For single files like GeoTIFFs, JPEG2000 files, Shapefiles or GeoJSON files,
a file path (either remote or local) is sufficient.

**Example:**

.. code-block:: yaml

    input:
        dem: path/to/elevation_data.tif
        land_polygons: path/to/land_polygons.shp


Processing performance is best if the input files support quick access to subsets of the data.
For rasters, converting them to COG (Cloud Optimized GeoTIFF) can sometimes do wonders especially
if the data sits on an object storage.
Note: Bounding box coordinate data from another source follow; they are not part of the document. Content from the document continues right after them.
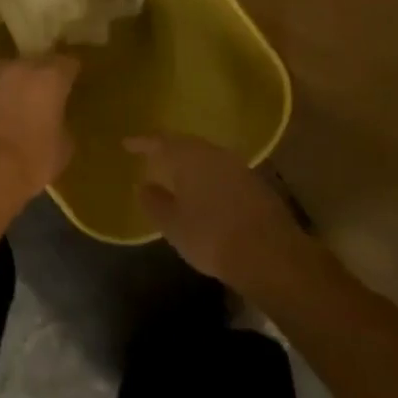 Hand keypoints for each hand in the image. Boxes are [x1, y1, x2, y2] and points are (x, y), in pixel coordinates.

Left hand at [0, 56, 78, 213]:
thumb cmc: (28, 162)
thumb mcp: (61, 149)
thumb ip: (61, 125)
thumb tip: (54, 121)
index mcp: (48, 78)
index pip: (67, 62)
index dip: (70, 72)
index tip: (72, 82)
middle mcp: (17, 68)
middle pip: (33, 65)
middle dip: (38, 79)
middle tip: (41, 99)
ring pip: (3, 74)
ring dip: (9, 87)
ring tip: (11, 108)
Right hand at [127, 134, 303, 288]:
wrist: (270, 255)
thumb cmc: (211, 236)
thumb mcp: (173, 224)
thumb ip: (154, 202)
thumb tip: (144, 185)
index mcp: (190, 157)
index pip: (160, 142)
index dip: (142, 143)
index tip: (127, 144)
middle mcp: (215, 154)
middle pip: (186, 144)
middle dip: (168, 149)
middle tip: (152, 156)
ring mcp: (239, 167)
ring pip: (207, 157)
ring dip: (191, 162)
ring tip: (177, 173)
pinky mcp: (257, 184)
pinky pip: (223, 171)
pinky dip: (209, 176)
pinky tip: (205, 191)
For vector data a format which support spatial indexing (e.g.
GeoPackage or FlatGeoBuf) can do similar tricks although this works just in a limited way if the data
is on an object storage.

**Example:**

.. code-block:: yaml

    input:
        dem:
            format: raster_file
            path: path/to/elevation_data.tif
            cache:
                path: tmp/path/to/elevation_data.tif
                format: COG
        land_polygons:
            format: vector_file
            path: path/to/land_polygons.shp
            cache:
                path: tmp/path/to/land_polygons.fgb
                format: FlatGeobuf
                keep: false  # if set to false cached data will not be deleted after the process finishes

In some cases it can be beneficial if the data is not cached on disk but directly in memory. This feature
should be used with care and only for smaller datasets.

**Example:**

.. code-block:: yaml

    input:
        dem:
            format: raster_file
            path: path/to/elevation_data.tif
            cache: memory
        land_polygons:
            format: vector_file
            path: path/to/land_polygons.shp
            cache: memory

It is also possible to define input data groups e.g. for extracted Sentinel-2
granules, where bands are stored in separate files:

**Example:**

.. code-block:: yaml

    input:
        sentinel2_granule:
            red: path/to/B04.jp2
            green: path/to/B03.jp2
            blue: path/to/B02.jp2

In case the inputs are stored on separate storages with individual access settings,
they can be provided in a `storage_options` mapping:

**Example:**

.. code-block:: yaml

    input:
        foo:
            format: raster_file
            path: s3://bucket1/image.tif
            storage_options:
                AWS_ACCESS_KEY_ID: some_key_id
                AWS_SECRET_ACCESS_KEY: some_key_secret
        foo2:
            format: raster_file
            path: s3://bucket2/image.tif
            storage_options:
                AWS_ACCESS_KEY_ID: some_other_key_id
                AWS_SECRET_ACCESS_KEY: some_other_key_secret


It is not recommended to put in access credatials as plain text into the configuration.
It is also possible to point to environment variables instead of values:

**Example:**

.. code-block:: yaml

    input:
        foo:
            format: raster_file
            path: s3://bucket1/image.tif
            storage_options:
                AWS_ACCESS_KEY_ID: ${SOME_KEY_ID}
                AWS_SECRET_ACCESS_KEY: ${SOME_KEY_SECRET}
        foo2:
            format: raster_file
            path: s3://bucket2/image.tif
            storage_options:
                AWS_ACCESS_KEY_ID: ${SOME_OTHER_KEY_ID}
                AWS_SECRET_ACCESS_KEY: ${SOME_OTHER_KEY_SECRET}


TileDirectory inputs
--------------------

It is also possible to directly point to a ``TileDirectory`` output path from another
mapchete process. This is very similar to provide a ``.mapchete`` file path but with the
convenience to just refer to the path.


**Example:**

.. code-block:: yaml

    input:
        foo: path_to_tiledirectory

Sometimes it can be beneficial to pass on some default values to a TileDirectory, such
as the maximum zoom level available. In that case Mapchete knows to read data from this
zoom level in case a process runs on a higher zoom.

**Example:**

.. code-block:: yaml

    input:
        foo:
            format: TileDirectory
            path: path_to_tiledirectory
            resampling: bilinear
            max_zoom: 8  # now data can be read also from e.g. zoom 9 and will be resampled


-------------------------
Additional output formats
-------------------------

Additional drivers can be written and installed. They have to be registered to the
``mapchete.formats.drivers`` entrypoint from within the driver's ``setup.py`` file.